—Oh —exclamó.
—Sí, oh —repuso Jace con voz neutra—. No durará, Clary. Me refiero a mí siendo yo mismo. Sólo mientras esto no sane.
—M… me preguntaba —tartamudeó Clary—. Antes, mientras dormía, he pensado en cortarte sobre la runa, como hicimos cuando luchamos contra Lilith. Pero me daba miedo que Sebastian lo notara.
—Lo habría notado. —Los ojos dorados de Jace eran tan neutros como su voz—. No ha notado esto porque lo ha hecho un pugio, una daga fraguada en sangre de ángel. Son increíblemente raras; sólo había visto una de verdad antes. —Se pasó los dedos por el cabello—. La hoja se convirtió en cenizas ardientes cuando me tocó, pero causó el daño que pretendía hacer.
—Estabas peleando. ¿Con un demonio? ¿Por qué Sebastian ni siquiera ha ido…?
—Clary. —La voz de Jace era un susurro—. Esto… tardará más en curarse que un corte ordinario… pero no eternamente. Y entonces, volveré a ser él.
—¿Cuánto tiempo? ¿Antes de que vuelvas a ser lo que eras?
—No lo sé. No tengo ni idea. Pero quería… necesitaba estar contigo, así, como yo mismo, tanto tiempo como pudiera. —Le tendió una mano tensa, como si no estuviera seguro de ser correspondido—. ¿Crees que podrías…?
Ella ya corría cruzando la habitación. Le echó los brazos al cuello. Él la cogió, y giraron juntos, mientras ella le hundía el rostro en la curva del cuello. Lo aspiró como el aire. Olía a sangre, sudor, cenizas y Marcas.
—Eres tú —susurró Clary—. Realmente tú.
Jace la apartó para mirarla. Con la mano libre le acarició el pómulo con ternura. Eso era lo que ella había echado de menos, su ternura. Era uno de los detalles que la habían hecho enamorarse de él en primer lugar: el darse cuenta que aquel chico marcado y sarcástico podía ser tierno con lo que amaba.
—Te he echado de menos —dijo ella—. Te he echado tanto de menos…
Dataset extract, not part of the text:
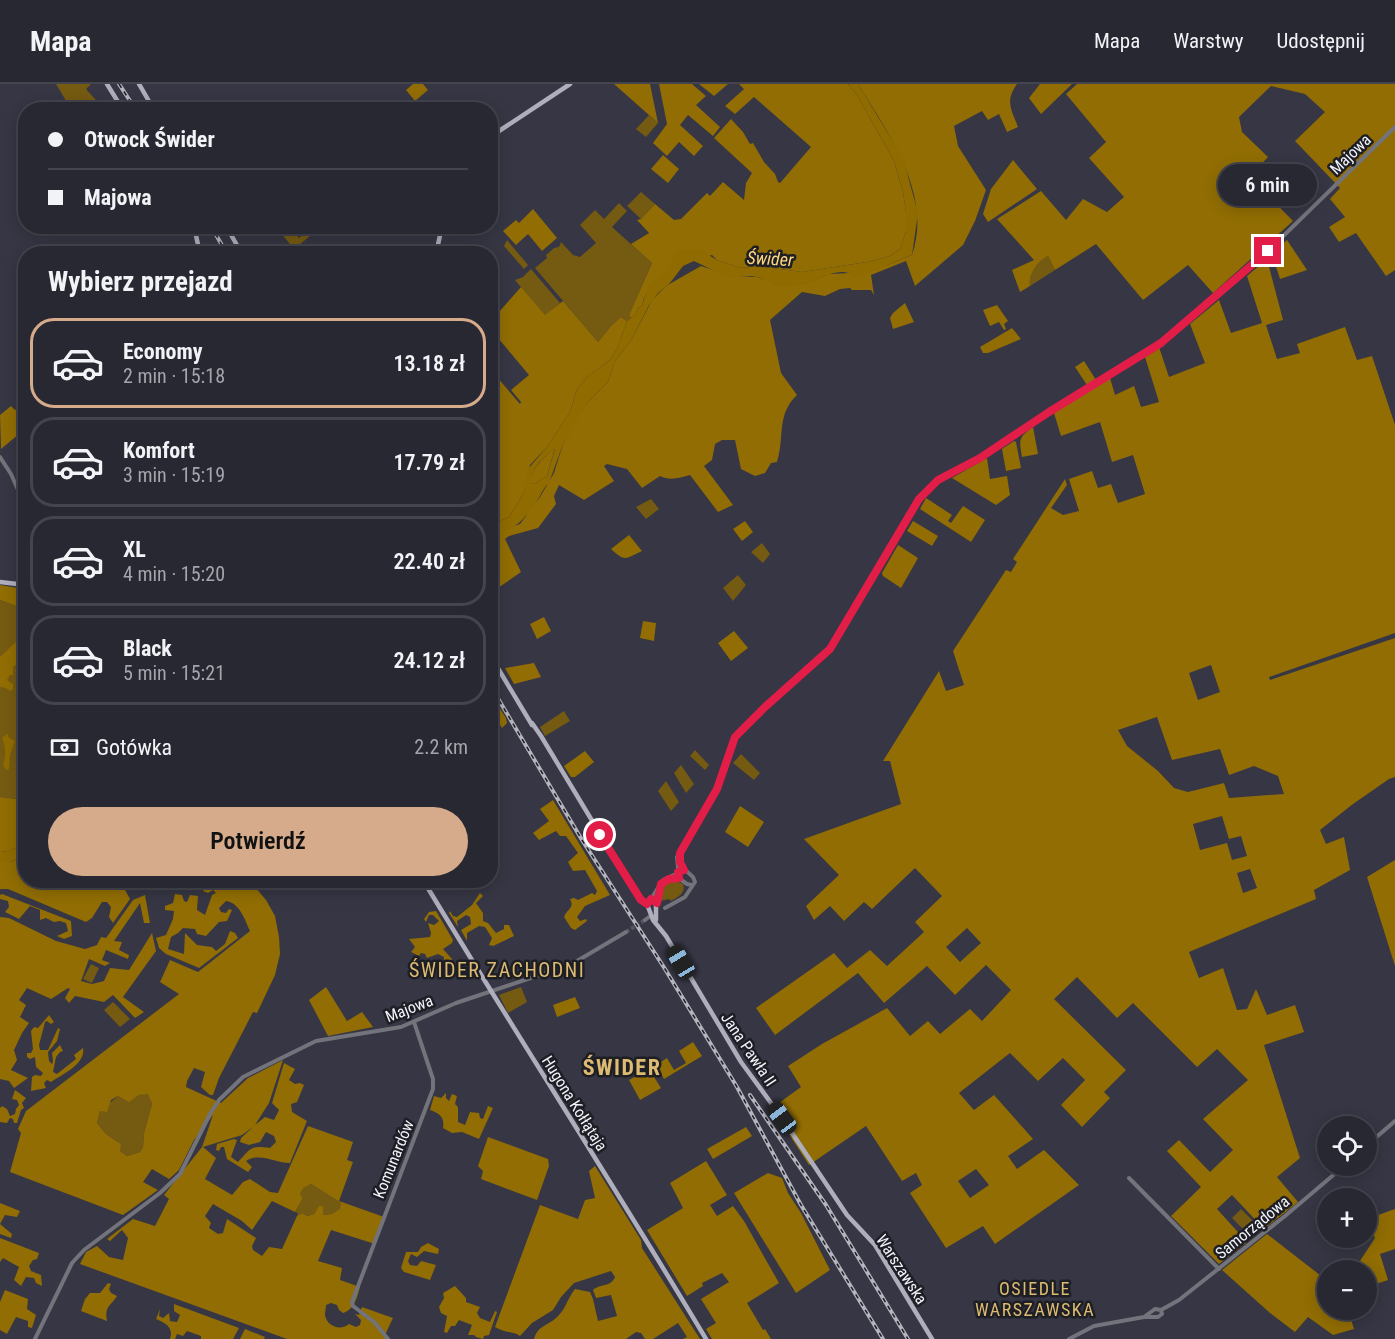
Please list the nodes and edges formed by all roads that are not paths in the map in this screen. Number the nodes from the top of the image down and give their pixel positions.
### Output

Él cerró los ojos como si le hirieran sus palabras. Ella le puso la mano en la mejilla. Él apoyó la cabeza en la palma, el cabello de Jace le cosquilleaba a Clary en los nudillos, y ella se dio cuenta de que él también tenía el rostro húmedo.
«El niño nunca volvió a llorar.»
—Tú no tienes la culpa —dijo ella. Lo besó en la mejilla con la misma ternura que él le mostraba. Notó sabor a sal, sangre y lágrimas. Jace aún no había dicho nada, pero Clary notaba los salvajes latidos del corazón de él contra su pecho. La abrazaba con fuerza, como si no quisiera dejarla marchar nunca. Clary le besó la mejilla, el mentón y finalmente la boca, en una ligera presión de labios sobre labios.
No hubo nada del frenesí del club. Era un beso pensado para consolar, para decir todo lo que no había tiempo de decir. Él le devolvió el beso, vacilante al principio, y luego con mayor intensidad; le hundió la mano en el cabello, retorciendo los rizos entre los dedos. Lentamente, sus besos se fueron haciendo más profundos, y la intensidad fue creciendo entre ellos, como una llama que comienza con una sola cerilla y se convierte en una hoguera.
Clary sabía lo fuerte que era Jace, pero aún se sorprendió cuando él la llevó a la cama, la tumbó con cuidado entre las almohadas revueltas y se puso sobre ella, de un solo gesto que le recordó a ella para qué eran las Marcas que él tenía en el cuerpo: Fuerza. Gracilidad. Suavidad manual. Aspiró el aliento de él mientras se besaban, cada beso largo, exploratorio. Ella le pasó las manos por los hombros, los músculos de los brazos y la espalda. Su piel desnuda era como seda ardiente bajo sus manos.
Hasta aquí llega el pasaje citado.